(Records provided):

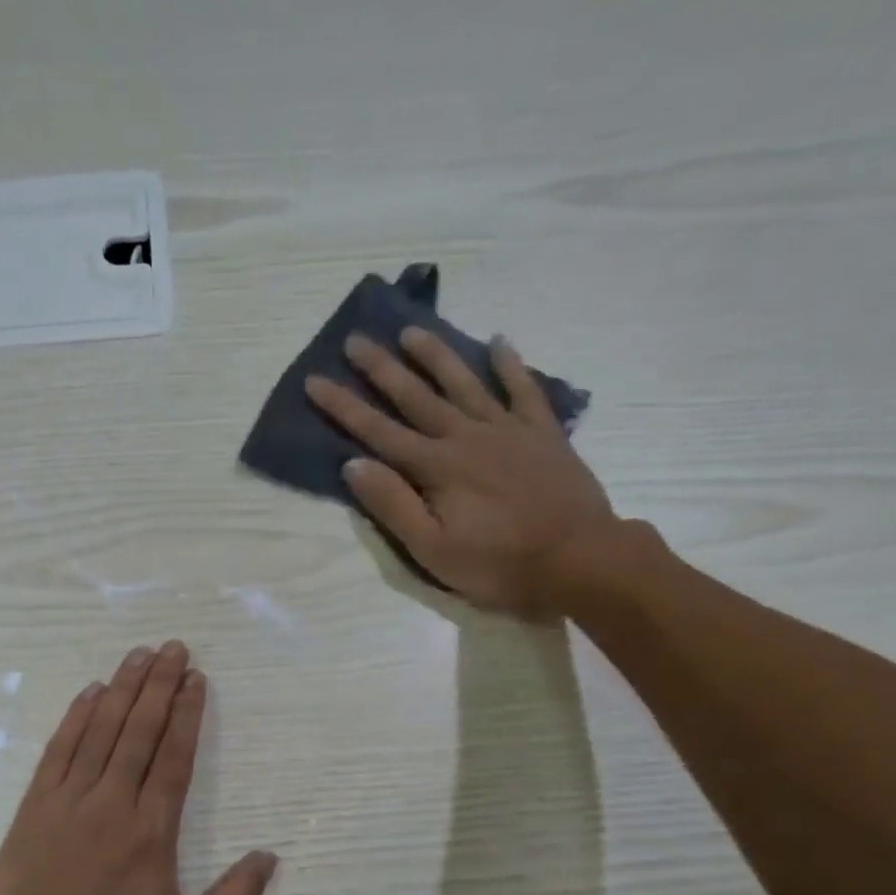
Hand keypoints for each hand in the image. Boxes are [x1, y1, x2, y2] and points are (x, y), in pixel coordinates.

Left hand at [0, 641, 278, 894]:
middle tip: (174, 648)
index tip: (196, 680)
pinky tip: (90, 692)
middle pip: (141, 732)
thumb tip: (269, 858)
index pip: (174, 758)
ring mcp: (70, 799)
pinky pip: (59, 749)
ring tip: (140, 655)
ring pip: (102, 731)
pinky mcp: (35, 804)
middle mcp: (113, 802)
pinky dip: (76, 717)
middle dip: (160, 686)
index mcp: (152, 830)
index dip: (187, 715)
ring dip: (123, 689)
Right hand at [305, 329, 620, 616]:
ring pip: (464, 383)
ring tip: (412, 331)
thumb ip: (393, 505)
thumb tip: (353, 465)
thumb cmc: (499, 564)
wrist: (580, 559)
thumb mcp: (432, 549)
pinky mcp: (543, 434)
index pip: (378, 431)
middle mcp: (466, 436)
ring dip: (435, 356)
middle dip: (382, 369)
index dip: (343, 406)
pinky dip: (511, 365)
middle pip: (416, 397)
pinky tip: (499, 342)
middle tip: (356, 340)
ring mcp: (507, 430)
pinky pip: (524, 390)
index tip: (315, 380)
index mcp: (435, 467)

(About this task): Write everything in the records out exactly, apart from the pictures.

(Solution to the exercise):
Hand keypoints for each hand in the image. Boxes are [x1, y1, x2, y2] and points are (x, y), in pixel coordinates.

Left hand at [0, 641, 278, 894]:
middle tip: (174, 648)
index tip: (196, 680)
pinky tip: (90, 692)
middle pip: (141, 732)
thumb tip: (269, 858)
index pip: (174, 758)
ring mcp: (70, 799)
pinky pip: (59, 749)
ring tip: (140, 655)
ring pip: (102, 731)
pinky mcp: (35, 804)
middle mcp: (113, 802)
pinky dip: (76, 717)
middle dip: (160, 686)
index mcp: (152, 830)
index dip: (187, 715)
ring dip: (123, 689)
Right hand at [305, 329, 620, 616]:
ring pip: (464, 383)
ring tip: (412, 331)
thumb ip: (393, 505)
thumb tip: (353, 465)
thumb cmc: (499, 564)
wrist: (580, 559)
thumb mcp: (432, 549)
pinky mcp: (543, 434)
index pip: (378, 431)
middle mcp: (466, 436)
ring dip: (435, 356)
middle dip: (382, 369)
index dip: (343, 406)
pinky dip: (511, 365)
middle pip: (416, 397)
pinky tip: (499, 342)
middle tip: (356, 340)
ring mcp: (507, 430)
pinky pip: (524, 390)
index tip: (315, 380)
index mcp: (435, 467)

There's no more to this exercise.